Calcium Daily Recommended Intake (DRI)
Lifestage Group DRI (mg/day)
1–3 years 500 mg
4–8 years 800 mg
9–18 years 1,300 mg
19–50 years 1,000 mg
51+ years 1,200 mg
Pregnant or breastfeeding women 1,000 mg/day
These recommendations are for total intake through diet and supplement, and not just one or the other.
Each cup of milk provides 300 mg of calcium. So 1,000 mg. = approximately 3 1/3 cups of milk per day.
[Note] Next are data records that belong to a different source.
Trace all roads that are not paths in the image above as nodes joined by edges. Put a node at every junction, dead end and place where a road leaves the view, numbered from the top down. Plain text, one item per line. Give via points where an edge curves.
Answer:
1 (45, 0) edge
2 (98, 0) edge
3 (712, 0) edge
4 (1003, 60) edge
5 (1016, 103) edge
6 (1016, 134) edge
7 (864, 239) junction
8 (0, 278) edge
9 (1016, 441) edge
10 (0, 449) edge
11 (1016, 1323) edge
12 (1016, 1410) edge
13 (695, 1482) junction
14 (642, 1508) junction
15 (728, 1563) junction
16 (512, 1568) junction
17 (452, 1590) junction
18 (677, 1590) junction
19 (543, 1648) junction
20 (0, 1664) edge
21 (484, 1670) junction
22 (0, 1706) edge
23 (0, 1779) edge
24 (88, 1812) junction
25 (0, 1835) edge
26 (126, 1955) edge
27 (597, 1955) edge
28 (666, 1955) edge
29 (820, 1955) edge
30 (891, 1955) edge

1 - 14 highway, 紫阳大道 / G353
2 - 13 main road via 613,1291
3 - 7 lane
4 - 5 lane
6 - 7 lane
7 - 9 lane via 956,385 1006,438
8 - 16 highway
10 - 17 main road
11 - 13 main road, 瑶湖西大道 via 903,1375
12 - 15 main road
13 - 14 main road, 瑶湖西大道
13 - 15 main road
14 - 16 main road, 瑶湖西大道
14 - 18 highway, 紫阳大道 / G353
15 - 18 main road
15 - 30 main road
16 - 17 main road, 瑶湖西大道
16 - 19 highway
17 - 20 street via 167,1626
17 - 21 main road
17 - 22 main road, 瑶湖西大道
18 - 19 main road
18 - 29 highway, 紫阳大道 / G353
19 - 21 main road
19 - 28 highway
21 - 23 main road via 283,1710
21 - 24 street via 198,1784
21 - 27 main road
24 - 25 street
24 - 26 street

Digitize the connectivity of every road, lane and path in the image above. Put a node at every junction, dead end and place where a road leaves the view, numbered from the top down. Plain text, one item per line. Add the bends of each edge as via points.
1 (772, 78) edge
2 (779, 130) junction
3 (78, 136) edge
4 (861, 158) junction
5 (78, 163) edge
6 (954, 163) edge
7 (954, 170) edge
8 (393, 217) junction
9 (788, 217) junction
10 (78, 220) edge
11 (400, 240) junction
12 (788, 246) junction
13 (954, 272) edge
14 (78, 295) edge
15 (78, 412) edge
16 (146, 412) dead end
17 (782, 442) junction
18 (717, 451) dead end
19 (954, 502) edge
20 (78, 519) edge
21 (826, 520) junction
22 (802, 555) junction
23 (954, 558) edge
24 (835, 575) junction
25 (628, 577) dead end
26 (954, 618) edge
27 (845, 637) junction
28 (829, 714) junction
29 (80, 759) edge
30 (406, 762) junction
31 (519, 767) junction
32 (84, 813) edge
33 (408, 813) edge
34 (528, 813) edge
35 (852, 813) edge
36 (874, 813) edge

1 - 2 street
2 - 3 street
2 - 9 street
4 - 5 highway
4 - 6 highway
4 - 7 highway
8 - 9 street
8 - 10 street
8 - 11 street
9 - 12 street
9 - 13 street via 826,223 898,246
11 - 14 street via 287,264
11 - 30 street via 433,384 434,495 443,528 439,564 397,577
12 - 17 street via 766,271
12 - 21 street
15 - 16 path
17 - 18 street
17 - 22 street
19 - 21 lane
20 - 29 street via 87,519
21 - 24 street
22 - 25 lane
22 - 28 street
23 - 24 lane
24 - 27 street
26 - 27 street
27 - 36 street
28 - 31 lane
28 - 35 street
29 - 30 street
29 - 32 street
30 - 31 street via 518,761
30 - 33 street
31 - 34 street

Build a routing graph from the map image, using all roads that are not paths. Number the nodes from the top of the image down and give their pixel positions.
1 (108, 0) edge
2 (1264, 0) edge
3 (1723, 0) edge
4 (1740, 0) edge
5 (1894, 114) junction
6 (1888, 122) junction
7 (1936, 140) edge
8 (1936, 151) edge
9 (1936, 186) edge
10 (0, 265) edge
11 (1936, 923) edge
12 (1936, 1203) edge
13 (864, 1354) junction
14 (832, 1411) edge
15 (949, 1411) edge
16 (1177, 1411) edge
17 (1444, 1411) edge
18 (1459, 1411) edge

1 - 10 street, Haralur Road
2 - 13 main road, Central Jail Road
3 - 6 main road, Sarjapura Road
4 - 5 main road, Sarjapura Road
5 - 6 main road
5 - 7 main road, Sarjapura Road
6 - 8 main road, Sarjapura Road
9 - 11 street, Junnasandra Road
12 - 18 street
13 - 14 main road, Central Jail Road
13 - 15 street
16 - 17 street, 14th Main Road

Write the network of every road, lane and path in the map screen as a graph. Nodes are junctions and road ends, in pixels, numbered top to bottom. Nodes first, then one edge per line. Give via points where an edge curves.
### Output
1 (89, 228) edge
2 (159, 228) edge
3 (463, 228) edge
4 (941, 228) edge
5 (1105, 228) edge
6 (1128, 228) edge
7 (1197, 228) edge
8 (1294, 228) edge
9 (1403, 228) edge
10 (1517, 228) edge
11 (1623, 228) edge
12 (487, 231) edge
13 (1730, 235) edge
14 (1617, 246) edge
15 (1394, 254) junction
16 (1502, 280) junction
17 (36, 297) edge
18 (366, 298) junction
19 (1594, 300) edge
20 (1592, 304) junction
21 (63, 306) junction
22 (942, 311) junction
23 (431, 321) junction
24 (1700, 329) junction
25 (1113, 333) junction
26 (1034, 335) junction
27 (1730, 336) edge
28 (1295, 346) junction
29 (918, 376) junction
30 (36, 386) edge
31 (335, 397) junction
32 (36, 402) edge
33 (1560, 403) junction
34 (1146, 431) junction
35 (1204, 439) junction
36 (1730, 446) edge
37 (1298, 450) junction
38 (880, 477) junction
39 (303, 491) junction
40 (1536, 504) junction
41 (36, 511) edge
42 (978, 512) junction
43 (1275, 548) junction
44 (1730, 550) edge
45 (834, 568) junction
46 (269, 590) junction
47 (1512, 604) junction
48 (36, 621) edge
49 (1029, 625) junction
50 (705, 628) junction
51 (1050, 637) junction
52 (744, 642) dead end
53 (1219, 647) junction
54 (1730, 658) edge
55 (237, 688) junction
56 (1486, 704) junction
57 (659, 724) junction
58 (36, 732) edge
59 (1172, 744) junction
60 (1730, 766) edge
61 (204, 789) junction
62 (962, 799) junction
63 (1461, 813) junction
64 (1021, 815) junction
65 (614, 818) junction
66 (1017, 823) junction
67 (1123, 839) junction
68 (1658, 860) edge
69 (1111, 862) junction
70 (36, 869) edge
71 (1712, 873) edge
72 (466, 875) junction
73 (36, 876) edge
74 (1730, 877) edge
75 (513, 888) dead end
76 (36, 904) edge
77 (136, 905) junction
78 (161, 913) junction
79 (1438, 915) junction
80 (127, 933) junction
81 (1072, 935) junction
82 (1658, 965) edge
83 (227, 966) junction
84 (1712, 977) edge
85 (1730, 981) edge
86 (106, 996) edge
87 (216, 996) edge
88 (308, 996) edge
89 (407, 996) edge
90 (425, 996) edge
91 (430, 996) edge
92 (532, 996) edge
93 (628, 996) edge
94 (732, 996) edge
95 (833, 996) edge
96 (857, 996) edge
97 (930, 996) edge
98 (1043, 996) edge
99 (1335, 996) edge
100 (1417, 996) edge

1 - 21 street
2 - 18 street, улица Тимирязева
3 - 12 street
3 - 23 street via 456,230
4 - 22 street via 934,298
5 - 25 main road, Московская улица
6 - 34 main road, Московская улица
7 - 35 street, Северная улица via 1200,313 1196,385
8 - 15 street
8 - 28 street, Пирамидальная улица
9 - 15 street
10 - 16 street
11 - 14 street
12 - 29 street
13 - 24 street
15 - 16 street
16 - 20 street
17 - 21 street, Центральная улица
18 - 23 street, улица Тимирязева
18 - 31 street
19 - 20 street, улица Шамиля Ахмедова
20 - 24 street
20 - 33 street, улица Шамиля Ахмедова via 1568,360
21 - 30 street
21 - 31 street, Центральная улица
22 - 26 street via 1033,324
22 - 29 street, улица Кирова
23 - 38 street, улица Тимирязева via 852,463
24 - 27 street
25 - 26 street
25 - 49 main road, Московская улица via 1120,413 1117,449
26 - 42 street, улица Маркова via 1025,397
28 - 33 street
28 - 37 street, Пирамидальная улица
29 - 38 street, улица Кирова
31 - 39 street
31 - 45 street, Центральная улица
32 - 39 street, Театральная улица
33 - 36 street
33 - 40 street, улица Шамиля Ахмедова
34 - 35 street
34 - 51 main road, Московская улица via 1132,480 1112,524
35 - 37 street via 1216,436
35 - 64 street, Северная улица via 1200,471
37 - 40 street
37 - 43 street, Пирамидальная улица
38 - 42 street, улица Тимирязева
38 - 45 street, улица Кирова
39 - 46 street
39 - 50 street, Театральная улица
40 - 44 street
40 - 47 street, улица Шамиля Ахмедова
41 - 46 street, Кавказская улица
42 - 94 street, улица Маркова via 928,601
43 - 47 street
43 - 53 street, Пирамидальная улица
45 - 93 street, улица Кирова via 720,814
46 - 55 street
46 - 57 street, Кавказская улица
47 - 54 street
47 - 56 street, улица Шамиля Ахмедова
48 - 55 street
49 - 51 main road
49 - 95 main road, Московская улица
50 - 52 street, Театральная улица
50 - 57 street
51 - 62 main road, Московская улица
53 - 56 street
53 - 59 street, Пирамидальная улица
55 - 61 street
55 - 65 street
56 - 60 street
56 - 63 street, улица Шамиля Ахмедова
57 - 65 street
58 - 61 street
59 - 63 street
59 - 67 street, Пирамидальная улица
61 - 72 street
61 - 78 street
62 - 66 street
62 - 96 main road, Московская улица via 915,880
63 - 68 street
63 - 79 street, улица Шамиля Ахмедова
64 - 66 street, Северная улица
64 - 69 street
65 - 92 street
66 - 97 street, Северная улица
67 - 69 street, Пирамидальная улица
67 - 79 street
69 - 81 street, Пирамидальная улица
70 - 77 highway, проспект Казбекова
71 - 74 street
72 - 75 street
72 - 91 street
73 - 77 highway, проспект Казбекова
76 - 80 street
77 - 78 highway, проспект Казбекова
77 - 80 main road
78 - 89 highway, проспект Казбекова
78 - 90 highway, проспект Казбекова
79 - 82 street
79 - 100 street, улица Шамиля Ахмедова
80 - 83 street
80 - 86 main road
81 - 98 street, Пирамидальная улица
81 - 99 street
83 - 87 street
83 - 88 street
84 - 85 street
According to the National Academy of Sciences and the American Dietetic Association the Tolerable Upper Intake Level (UL) for calcium is 2,500 mg/day. This is the maximum intake that is unlikely to pose a risk of adverse health effects in almost all healthy individuals. There is no established benefit for individuals to aim for the UL, or levels well above the daily goal. The need for setting ULs grew out of the increase in the practice of fortifying food with nutrients and in the use of dietary supplements by more people and in larger doses.
Healthy foods that are rich in calcium include:
-Low-fat dairy products (like skim milk, hard cheese, and low fat yogurt)
-Canned fish with bones you can eat (such as sardines and salmon)
-Dark-green leafy vegetables (broccoli, kale, collard)
-Breads made with calcium-fortified flour
These foods are rich in calcium, include them in your diet. If you don’t receive enough calcium in your diet, check with your doctor about taking a calcium supplement.
To absorb calcium, your body needs vitamin D. Most people get enough vitamin D just from being out in the sun for a short while every day, but you can also get this vitamin from cereal and milk fortified with vitamin D, or supplements. Most multivitamins contain 400 IU of vitamin D. Experts are discussing whether the vitamin D recommended level should be raised. Women over 70 should take 600 IU of vitamin D per day.